A Comparative Analysis of the Efficacy of Topical Phenytoin with Conventional Wound Dressing in Healing of Diabetic Foot Ulcers

SLR - June 2018 - Cathy T. Chuang

Reference: Prasad S, Prakash A, Patel S, Lunawat A, Mahore D. A Comparative Analysis of the Efficacy of Topical Phenytoin with Conventional Wound Dressing in Healing of Diabetic Foot Ulcers. Int Surg J 2017;4:1389–93.

Scientific Literature Review

Reviewed By: Cathy T. Chuang, DPM
Residency Program: Chino Valley Medical Center, Chino, CA

Podiatric Relevance: Diabetic complications are a serious public health issue. The prevalence of diabetic foot ulcers globally is 6.3 percent, with North America being the most severely affected region at 13.0 percent. According to the American Diabetes Association, nearly 100,000 lower-limb amputations are performed annually on patients living with diabetes in the United States alone. The authors conducted a study to compare the efficacy of topical phenytoin with conventional wound dressings in healing of diabetic foot ulcers.

Methods: A prospective randomized study was undertaken at a tertiary healthcare center. Fifty patients were included in the study and randomly divided into a betadine group and a phenytoin group by using a lottery system. Inclusion criteria included Wagner grade 1 and 2 diabetic foot ulcers and patients with controlled diabetes. Exclusion criteria included Wagner grade 3 to 5 ulcers, chronic ulcer of other etiology and any other comorbidity, such as renal failure, generalized debility and patients with phenytoin allergy. In each patient, one ulcer was chosen, surgically debrided and measured. A single 100 mg phenytoin sodium capsule was opened and suspended in 5 mL of sterile normal saline. The betadine group consisted of 5 percent povidone-iodine solution. Dressing changes were done twice daily. Patients were followed up daily for 14 days with wound culture obtained at seventh and 14th day. Patients were then subjected to a split thickness skin graft. In each patient, the rate of granulation tissue formation, graft uptake measured at fifth postop day, duration of the hospital stay and culture sensitivity were statistically calculated and compared. One-month follow-up was also done for postsurgical complications. The means were compared using paired and unpaired student’s t-test, and comparison was performed using chi-square test with p-value of < 0.05 as significant.
 

Results: The rate of granulation tissue formation was significantly higher for the phenytoin group (42.50 +/- 4.48 percent at day 14) versus betadine group (36.68 +/- 5.89 percent at day 14). The graft uptake in the phenytoin group (40.57 +/- 5.14 percent) was also significantly higher compared to the betadine group (34.41 +/- 5.27 percent). The mean hospital stay was shorter for the phenytoin group (17.64 days versus 20.04 days); however, it was not statistically significant. Negative wound culture after 14 days of treatment was significantly higher in the phenytoin group (96 percent) versus betadine group (52 percent). One month follow-up did not show an increase in common side effects from long-term use of phenytoin, such as hypersensitivity reactions like fever, rash and lymphadenopathy.

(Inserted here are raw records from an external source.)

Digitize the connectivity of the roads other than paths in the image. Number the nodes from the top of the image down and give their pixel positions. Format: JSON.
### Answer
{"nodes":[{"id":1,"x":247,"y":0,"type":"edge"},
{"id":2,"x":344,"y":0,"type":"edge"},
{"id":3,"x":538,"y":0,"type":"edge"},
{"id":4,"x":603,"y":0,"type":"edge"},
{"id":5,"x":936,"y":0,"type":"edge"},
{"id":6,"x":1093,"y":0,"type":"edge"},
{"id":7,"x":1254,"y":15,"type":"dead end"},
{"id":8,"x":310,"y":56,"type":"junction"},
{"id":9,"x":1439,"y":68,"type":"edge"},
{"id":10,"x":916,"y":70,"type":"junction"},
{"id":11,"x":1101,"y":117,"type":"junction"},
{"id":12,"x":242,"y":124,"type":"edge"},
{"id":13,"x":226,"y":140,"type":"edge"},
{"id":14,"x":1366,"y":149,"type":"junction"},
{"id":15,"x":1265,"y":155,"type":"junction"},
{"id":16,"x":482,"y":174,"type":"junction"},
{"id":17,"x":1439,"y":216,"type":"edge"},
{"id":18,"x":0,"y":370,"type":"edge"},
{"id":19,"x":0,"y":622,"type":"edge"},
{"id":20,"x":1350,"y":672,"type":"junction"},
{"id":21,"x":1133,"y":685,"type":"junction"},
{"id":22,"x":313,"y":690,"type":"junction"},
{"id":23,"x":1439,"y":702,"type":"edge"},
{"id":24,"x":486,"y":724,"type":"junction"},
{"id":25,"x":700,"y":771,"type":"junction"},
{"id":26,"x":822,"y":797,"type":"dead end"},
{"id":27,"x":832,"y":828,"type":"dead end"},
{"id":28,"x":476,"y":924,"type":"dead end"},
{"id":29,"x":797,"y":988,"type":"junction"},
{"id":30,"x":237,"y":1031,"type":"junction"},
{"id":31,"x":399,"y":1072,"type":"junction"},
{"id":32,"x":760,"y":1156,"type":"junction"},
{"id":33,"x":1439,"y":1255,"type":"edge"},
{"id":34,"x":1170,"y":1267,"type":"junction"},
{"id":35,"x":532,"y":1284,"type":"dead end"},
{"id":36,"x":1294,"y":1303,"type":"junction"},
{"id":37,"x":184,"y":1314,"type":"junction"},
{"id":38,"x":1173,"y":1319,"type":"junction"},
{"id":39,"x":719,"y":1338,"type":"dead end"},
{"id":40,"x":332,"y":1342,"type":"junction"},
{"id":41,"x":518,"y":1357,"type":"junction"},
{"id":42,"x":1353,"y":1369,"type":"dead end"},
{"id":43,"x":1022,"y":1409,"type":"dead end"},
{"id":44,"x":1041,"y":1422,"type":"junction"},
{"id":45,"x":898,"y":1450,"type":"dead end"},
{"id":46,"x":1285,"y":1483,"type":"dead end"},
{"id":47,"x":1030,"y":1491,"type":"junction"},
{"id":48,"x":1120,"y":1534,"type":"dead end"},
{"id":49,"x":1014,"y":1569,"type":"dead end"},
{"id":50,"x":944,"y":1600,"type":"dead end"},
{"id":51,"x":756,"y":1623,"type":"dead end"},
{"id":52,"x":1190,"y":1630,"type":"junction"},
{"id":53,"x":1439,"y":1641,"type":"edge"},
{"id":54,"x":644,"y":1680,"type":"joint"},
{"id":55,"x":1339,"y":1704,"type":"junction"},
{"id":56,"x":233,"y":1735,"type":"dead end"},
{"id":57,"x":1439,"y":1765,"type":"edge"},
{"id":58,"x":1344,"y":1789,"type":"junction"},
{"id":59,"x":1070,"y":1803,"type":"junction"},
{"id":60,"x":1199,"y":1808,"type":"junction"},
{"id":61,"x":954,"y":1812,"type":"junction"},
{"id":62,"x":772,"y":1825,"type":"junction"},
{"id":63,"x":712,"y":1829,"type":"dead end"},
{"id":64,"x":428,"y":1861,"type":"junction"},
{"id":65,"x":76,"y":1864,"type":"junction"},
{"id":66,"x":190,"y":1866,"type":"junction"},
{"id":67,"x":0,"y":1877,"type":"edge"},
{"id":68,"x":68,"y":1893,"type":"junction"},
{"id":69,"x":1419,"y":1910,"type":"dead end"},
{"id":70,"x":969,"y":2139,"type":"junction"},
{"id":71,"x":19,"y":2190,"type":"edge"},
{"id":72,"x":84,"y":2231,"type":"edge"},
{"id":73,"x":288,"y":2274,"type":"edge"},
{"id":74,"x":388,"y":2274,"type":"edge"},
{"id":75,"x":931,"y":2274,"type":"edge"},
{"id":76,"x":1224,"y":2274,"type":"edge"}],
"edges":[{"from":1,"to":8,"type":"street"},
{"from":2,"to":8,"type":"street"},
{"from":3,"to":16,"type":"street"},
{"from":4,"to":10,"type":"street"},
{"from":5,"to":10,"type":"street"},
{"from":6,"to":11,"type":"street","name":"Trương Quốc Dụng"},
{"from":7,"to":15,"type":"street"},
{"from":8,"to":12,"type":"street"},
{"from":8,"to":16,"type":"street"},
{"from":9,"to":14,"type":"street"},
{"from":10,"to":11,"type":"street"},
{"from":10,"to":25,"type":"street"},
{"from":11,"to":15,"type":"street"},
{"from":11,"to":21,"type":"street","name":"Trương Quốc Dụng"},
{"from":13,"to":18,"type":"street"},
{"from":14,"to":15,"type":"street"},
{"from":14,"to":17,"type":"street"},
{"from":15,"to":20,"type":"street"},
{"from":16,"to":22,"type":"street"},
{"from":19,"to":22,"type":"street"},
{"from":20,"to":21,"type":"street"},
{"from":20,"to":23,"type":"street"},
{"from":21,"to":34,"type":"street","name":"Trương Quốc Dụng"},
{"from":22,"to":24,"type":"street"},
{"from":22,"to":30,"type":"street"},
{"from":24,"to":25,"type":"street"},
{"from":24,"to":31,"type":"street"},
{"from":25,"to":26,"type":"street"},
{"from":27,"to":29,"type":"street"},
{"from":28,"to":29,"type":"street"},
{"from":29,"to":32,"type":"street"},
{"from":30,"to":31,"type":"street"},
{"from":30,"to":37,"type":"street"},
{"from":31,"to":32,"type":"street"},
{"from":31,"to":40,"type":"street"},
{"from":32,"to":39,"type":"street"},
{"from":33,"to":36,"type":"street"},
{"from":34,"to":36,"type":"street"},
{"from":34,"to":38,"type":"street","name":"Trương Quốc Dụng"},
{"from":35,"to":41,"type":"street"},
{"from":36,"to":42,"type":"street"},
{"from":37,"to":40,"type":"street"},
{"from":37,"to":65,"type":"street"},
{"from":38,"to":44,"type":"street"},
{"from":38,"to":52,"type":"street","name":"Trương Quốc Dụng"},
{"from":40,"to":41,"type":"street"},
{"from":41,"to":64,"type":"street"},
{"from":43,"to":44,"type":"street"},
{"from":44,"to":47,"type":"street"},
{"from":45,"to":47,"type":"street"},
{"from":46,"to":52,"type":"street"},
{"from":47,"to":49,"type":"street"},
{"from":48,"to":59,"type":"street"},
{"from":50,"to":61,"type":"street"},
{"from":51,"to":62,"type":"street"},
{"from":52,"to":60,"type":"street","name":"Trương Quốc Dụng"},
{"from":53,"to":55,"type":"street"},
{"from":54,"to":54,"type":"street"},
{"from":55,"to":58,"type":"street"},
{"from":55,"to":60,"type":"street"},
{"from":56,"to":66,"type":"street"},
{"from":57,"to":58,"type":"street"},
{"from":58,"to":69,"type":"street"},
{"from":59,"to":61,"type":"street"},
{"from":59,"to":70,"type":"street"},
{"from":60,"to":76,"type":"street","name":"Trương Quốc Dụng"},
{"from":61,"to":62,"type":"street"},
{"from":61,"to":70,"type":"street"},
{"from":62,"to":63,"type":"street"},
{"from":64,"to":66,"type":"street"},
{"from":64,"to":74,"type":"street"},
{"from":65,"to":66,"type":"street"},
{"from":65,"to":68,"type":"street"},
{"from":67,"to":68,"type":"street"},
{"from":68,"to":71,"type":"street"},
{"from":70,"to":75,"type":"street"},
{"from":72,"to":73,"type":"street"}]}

Conclusions: Topical phenytoin dressing decreases bacterial load and forms healthy granulation tissue for graft preparation. The overall hospital stay and postoperative complications were also less compare to the conventional group. Thus, topical phenytoin could be an effective therapeutic agent in treating diabetic foot ulcers compared to a conventional treatment modality, such as using betadine dressings.